[Stored items]
[Start of section]
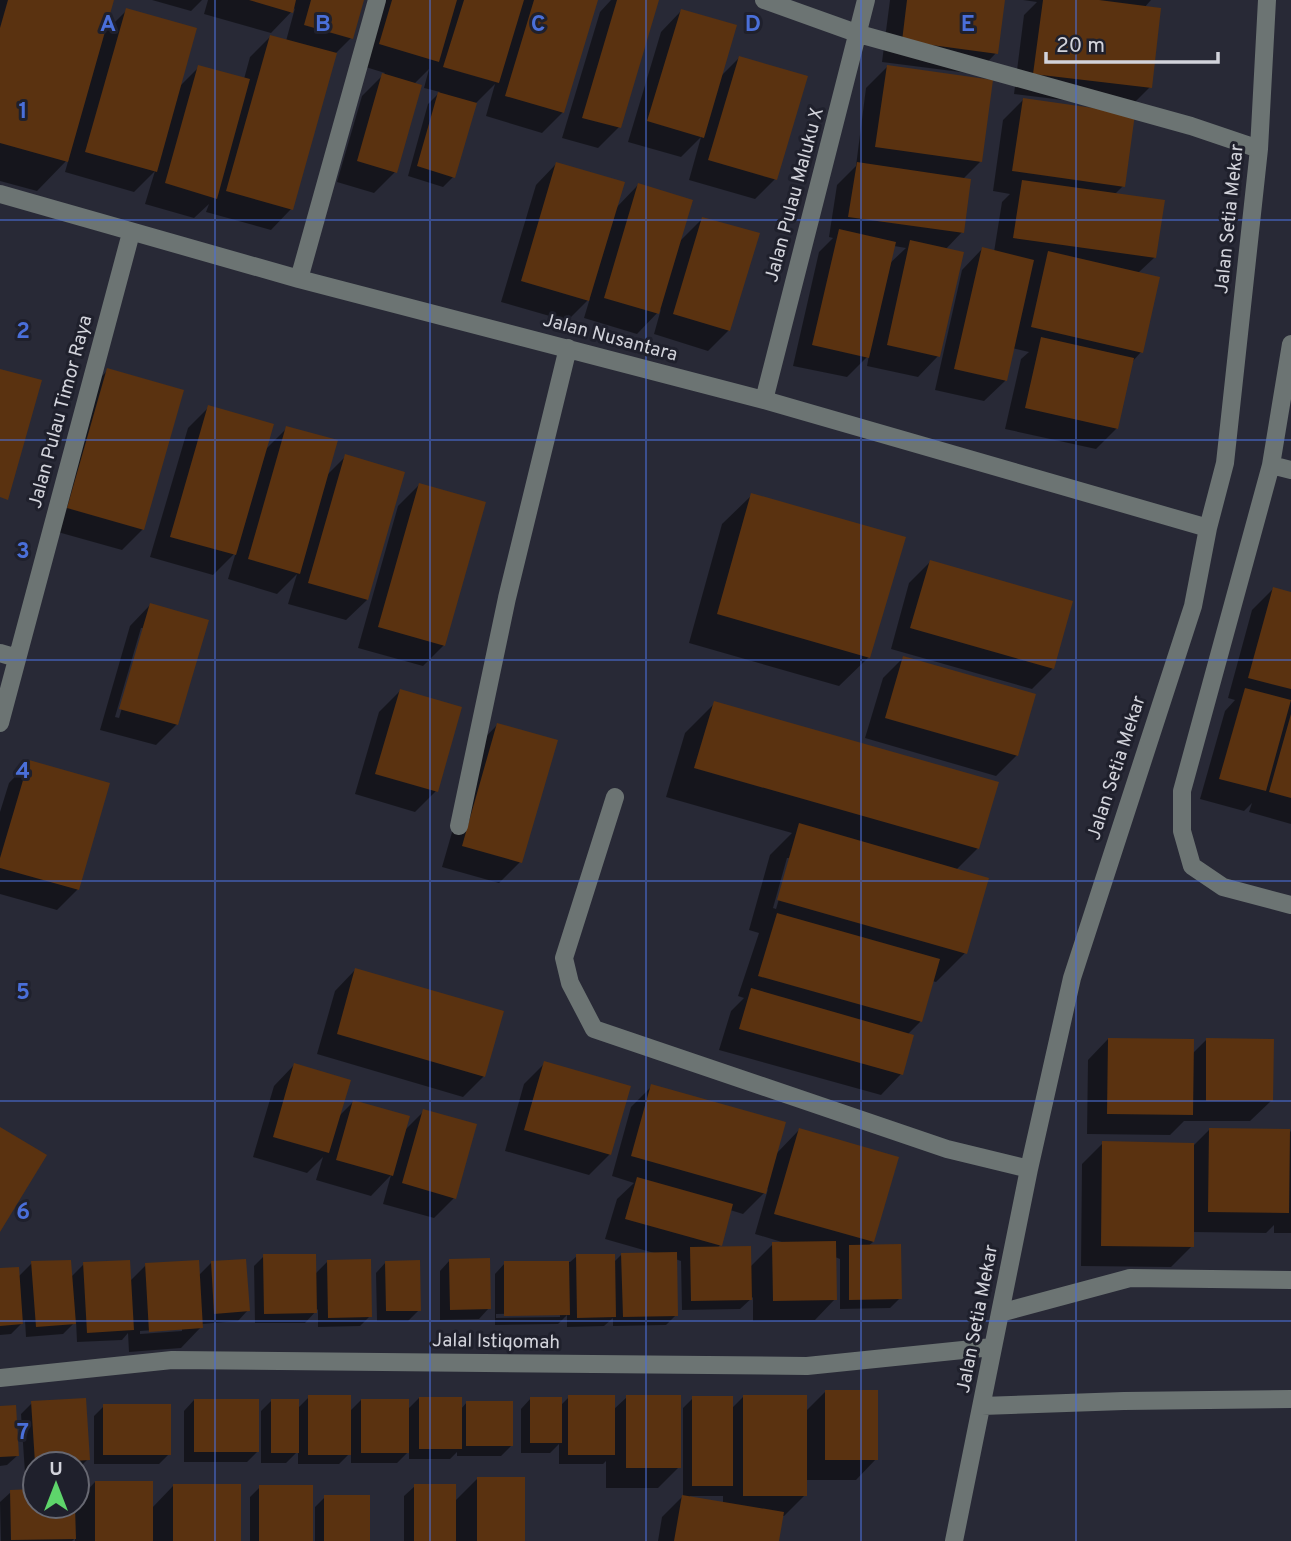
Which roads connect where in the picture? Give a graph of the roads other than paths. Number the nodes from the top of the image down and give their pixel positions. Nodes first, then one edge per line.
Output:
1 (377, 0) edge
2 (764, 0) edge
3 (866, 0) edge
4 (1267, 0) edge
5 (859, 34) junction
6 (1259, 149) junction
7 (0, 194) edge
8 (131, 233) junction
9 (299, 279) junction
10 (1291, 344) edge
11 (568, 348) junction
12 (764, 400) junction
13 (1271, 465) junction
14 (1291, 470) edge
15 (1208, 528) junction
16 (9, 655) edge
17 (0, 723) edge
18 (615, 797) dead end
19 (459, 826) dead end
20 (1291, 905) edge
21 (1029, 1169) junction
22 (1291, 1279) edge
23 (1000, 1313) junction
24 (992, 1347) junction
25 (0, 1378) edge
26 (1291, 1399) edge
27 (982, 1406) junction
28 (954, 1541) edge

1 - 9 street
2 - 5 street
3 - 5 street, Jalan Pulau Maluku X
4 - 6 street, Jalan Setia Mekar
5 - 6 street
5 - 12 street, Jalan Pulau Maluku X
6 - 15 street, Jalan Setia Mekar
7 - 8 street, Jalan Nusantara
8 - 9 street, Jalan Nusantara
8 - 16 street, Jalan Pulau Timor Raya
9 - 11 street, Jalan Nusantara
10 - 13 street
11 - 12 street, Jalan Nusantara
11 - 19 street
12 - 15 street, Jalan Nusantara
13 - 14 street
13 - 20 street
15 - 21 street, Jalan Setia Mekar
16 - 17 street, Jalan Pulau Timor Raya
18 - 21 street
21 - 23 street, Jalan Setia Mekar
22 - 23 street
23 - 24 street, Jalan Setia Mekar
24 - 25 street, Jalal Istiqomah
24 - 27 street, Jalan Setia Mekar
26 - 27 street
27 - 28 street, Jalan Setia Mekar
[End of section]
Whenever the string "dead" turns up in a line above, copy that line out.

# Output for this exercise
18 (615, 797) dead end
19 (459, 826) dead end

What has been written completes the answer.